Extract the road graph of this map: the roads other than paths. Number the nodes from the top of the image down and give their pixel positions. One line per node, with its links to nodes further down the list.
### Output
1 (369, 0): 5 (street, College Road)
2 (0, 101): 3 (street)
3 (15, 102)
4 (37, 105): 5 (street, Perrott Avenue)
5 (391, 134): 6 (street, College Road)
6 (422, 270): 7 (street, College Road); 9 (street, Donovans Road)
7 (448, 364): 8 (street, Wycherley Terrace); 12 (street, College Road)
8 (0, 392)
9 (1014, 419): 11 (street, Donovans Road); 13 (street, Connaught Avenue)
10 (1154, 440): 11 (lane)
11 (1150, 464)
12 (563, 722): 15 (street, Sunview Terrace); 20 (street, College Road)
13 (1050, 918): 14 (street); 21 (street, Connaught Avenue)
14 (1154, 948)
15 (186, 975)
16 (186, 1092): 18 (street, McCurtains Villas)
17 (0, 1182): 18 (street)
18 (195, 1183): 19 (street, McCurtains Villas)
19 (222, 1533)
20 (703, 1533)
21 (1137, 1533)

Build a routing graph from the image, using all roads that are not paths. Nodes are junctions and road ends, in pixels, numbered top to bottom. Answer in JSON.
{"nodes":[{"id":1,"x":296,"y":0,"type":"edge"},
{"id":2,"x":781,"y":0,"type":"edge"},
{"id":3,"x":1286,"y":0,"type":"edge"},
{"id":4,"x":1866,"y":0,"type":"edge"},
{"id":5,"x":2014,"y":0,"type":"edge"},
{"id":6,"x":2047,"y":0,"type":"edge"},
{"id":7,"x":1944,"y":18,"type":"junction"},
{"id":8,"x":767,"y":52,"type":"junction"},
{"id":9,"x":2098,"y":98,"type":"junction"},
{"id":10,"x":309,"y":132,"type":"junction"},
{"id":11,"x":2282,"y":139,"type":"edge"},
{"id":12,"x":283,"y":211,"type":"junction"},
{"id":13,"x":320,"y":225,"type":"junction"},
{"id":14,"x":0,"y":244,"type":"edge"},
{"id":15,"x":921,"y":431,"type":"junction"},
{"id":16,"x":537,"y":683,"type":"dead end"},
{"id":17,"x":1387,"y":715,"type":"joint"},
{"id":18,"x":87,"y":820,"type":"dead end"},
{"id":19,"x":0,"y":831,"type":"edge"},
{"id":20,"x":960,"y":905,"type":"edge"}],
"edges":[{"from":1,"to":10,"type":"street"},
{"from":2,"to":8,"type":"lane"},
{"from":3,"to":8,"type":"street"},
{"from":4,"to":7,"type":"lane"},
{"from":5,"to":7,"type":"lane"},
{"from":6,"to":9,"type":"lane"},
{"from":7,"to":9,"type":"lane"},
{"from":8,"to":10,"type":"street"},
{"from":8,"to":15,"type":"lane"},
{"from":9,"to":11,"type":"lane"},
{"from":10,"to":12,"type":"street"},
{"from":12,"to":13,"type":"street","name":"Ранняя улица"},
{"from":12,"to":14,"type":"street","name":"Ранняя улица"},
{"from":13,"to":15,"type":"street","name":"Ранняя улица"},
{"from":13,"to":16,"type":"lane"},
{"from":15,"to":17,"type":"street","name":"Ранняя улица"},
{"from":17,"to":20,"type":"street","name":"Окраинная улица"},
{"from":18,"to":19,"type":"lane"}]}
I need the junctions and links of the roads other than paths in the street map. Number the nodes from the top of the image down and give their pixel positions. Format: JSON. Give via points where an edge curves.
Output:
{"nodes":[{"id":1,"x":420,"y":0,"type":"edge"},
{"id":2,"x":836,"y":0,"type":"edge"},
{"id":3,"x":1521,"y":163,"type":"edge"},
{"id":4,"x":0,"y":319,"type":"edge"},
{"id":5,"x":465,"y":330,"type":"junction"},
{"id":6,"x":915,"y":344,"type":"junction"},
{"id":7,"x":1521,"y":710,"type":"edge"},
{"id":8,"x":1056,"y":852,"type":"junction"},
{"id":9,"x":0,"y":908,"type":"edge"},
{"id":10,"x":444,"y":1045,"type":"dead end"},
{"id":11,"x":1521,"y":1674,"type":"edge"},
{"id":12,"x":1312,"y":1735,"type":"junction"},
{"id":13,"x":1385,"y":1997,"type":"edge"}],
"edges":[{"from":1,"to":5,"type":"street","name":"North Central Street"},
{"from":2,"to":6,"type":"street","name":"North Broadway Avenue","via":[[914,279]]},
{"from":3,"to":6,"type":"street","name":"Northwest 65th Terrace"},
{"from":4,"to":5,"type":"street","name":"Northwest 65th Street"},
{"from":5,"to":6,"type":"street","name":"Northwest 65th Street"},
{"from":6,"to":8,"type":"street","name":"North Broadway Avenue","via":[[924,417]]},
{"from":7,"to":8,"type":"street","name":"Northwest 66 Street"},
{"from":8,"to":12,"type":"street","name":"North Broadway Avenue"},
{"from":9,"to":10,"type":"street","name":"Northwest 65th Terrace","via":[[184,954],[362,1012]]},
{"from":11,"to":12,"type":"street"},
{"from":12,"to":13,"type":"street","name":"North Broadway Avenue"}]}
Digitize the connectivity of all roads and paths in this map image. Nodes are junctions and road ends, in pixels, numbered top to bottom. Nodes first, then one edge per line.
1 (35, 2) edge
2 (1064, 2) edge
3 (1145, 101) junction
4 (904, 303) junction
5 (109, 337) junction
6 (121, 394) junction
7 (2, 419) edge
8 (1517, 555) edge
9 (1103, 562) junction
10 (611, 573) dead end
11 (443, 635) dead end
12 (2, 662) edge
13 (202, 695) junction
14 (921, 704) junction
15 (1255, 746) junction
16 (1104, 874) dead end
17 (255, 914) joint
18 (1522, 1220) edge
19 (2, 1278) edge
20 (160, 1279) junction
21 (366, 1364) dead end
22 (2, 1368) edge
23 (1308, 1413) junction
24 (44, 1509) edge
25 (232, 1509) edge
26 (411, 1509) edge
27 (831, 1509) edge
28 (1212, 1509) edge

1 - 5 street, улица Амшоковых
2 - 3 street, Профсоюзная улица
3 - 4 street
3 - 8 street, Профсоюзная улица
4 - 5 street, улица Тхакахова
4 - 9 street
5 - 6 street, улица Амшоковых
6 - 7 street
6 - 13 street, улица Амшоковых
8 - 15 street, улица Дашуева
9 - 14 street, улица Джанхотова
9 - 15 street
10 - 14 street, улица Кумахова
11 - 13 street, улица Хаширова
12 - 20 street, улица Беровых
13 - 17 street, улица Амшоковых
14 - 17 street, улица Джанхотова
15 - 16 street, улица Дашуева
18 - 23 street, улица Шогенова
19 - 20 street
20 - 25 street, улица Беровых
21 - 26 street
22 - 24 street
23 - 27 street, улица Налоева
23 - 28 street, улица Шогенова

EXERCISE REQUIREMENTS
Please show all lines from the entries that contain the word "Villas".

EXERCISE RESULT
16 (186, 1092): 18 (street, McCurtains Villas)
18 (195, 1183): 19 (street, McCurtains Villas)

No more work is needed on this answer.